While title insurance is not required in a cash transaction, for most people, the purchase of real estate, whether residential, commercial, or industrial property, represents the single largest monetary investment of their lives. Therefore, protecting that investment is of paramount importance. The likelihood of a title defect, while statistically rare, can result in a catastrophic loss that can be prevented with the purchase of title insurance coverage. The costs associated with obtaining title insurance are miniscule in comparison to the losses that can occur from claims such as those identified in the preceding FAQ, particularly when consideration is given to the costs and expenses (including attorney fees) of defending a claim or clearing a title defect. The purchase of title insurance remains our strongest recommendation, unqualified.
The following information is available from the Sarasota County Property Appraiser’s website https://www.sc-pa.com/homestead/overview/:
When applying for the Homestead Exemption, you will need to provide to the County Property Appraiser’s Office several items listed below that serve as evidence of property ownership and Florida permanent residence. Married couples are required to provide this information for both spouses:
- Evidence of ownership or beneficial interest (a copy of your deed to the property, or tax bill)

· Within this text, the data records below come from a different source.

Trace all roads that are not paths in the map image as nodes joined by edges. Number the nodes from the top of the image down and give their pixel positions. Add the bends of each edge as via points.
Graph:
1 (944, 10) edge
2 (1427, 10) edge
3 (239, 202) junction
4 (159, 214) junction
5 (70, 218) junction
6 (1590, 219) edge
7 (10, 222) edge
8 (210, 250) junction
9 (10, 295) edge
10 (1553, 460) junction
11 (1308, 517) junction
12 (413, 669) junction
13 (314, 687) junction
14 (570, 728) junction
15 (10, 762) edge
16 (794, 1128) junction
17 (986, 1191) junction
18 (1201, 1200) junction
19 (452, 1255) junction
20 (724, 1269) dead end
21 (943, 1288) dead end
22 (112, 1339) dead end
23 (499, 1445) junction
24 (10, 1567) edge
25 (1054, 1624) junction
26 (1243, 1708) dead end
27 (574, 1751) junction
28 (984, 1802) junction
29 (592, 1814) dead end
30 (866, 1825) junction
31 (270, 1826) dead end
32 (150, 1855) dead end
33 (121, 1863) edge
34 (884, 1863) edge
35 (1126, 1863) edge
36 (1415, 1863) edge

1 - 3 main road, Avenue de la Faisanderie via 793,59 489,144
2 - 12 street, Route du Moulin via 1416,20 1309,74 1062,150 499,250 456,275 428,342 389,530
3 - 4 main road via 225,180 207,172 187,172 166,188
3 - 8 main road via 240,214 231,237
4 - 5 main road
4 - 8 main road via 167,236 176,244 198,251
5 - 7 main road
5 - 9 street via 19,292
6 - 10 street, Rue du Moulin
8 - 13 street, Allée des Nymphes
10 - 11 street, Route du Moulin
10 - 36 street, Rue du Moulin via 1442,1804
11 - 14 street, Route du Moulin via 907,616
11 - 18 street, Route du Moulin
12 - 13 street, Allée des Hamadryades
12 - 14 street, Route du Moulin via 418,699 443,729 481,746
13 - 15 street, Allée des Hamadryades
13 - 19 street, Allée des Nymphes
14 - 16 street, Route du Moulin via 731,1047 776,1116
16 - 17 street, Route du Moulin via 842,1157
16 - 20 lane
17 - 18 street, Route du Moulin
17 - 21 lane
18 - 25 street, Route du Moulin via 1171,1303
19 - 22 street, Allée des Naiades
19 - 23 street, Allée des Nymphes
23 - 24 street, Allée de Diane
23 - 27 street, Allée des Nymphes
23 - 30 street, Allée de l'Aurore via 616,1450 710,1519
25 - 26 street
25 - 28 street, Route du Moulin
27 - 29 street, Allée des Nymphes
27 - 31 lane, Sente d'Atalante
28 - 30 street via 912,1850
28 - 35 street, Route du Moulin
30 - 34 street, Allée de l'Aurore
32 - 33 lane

- Evidence of permanent Florida Residence (a valid Florida Driver’s License or valid Florida ID Card (must reflect the permanent residence address)

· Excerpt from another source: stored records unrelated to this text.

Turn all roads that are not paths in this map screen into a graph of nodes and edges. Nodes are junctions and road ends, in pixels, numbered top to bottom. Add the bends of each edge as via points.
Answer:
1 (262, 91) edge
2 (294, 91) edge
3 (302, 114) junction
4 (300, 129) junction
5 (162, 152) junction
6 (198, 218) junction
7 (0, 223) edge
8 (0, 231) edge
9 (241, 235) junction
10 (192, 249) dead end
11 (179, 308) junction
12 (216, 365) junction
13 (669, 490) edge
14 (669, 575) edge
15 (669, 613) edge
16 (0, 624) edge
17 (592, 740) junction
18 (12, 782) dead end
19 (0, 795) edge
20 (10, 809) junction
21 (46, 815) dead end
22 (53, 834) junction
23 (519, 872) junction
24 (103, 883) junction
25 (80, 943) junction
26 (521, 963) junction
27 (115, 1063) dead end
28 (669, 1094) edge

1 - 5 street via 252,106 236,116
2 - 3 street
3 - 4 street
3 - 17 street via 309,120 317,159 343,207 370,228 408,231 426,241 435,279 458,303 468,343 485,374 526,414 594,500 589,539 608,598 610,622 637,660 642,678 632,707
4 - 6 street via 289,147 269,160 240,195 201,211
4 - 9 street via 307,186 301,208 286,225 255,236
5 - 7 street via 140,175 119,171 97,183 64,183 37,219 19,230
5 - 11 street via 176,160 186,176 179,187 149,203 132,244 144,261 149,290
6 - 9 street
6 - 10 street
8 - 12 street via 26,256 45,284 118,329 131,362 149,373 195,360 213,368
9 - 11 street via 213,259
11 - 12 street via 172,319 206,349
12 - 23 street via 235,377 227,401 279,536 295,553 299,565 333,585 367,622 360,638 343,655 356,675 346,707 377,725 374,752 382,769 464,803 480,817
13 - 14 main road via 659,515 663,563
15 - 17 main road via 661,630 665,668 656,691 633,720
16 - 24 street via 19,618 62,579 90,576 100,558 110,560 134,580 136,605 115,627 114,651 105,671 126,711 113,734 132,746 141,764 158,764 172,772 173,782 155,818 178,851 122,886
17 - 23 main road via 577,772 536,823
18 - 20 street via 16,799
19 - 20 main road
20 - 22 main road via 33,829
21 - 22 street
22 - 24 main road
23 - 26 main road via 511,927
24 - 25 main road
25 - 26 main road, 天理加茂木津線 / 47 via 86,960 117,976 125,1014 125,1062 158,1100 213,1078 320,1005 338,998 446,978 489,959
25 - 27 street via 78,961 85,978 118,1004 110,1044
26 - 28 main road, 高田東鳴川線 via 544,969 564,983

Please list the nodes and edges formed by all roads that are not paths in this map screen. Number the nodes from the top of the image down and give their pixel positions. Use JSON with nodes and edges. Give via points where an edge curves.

- And present, at minimum, one of the following:
o Florida vehicle registration
o Proof of Florida voter registration (must reflect permanent residence address)
o A formal declaration of domicile recorded in the Public Records
- Or present, at minimum, two of the following:
o Employment verification (W-2 form or paystub referencing permanent residence address)
o Previous residency exemption termination (date of sale or cancellation of exemption at previous primary residence)
o Evidence of location where the applicant’s dependent children are registered for school
o Federal income tax returns listing the permanent residence address
o Proof of payment for utilities or bank statements or checking account information mailed to address for which permanent residency is being claimed
- All applicants are required by Florida law to provide their Social Security Number
- If you are a Permanent Resident Alien and not a U.S. Citizen, you will need to show your Alien Registration Card
Typically, subdivisions created in the last twenty (20) years now require buyers to be approved by the homeowner’s association (HOA) prior to purchasing a property in the subdivision. This application requirement can be found in the subdivision’s recorded Declaration of Restrictions or Bylaws. The application requirement sets forth the application process and timing requirements. Buyers purchasing property in such a subdivision need to make sure they comply with the application process, including timely submitting their application for approval. This is especially important since it seems to now be a common practice for some HOA’s and/or respective management companies not to release the HOA’s estoppel certificate to the closing agent until the buyer has submitted an application for approval to the HOA. If the deed restricted community requires approval by the HOA, it is important to make the Contract contingent upon the buyer being approved by the HOA.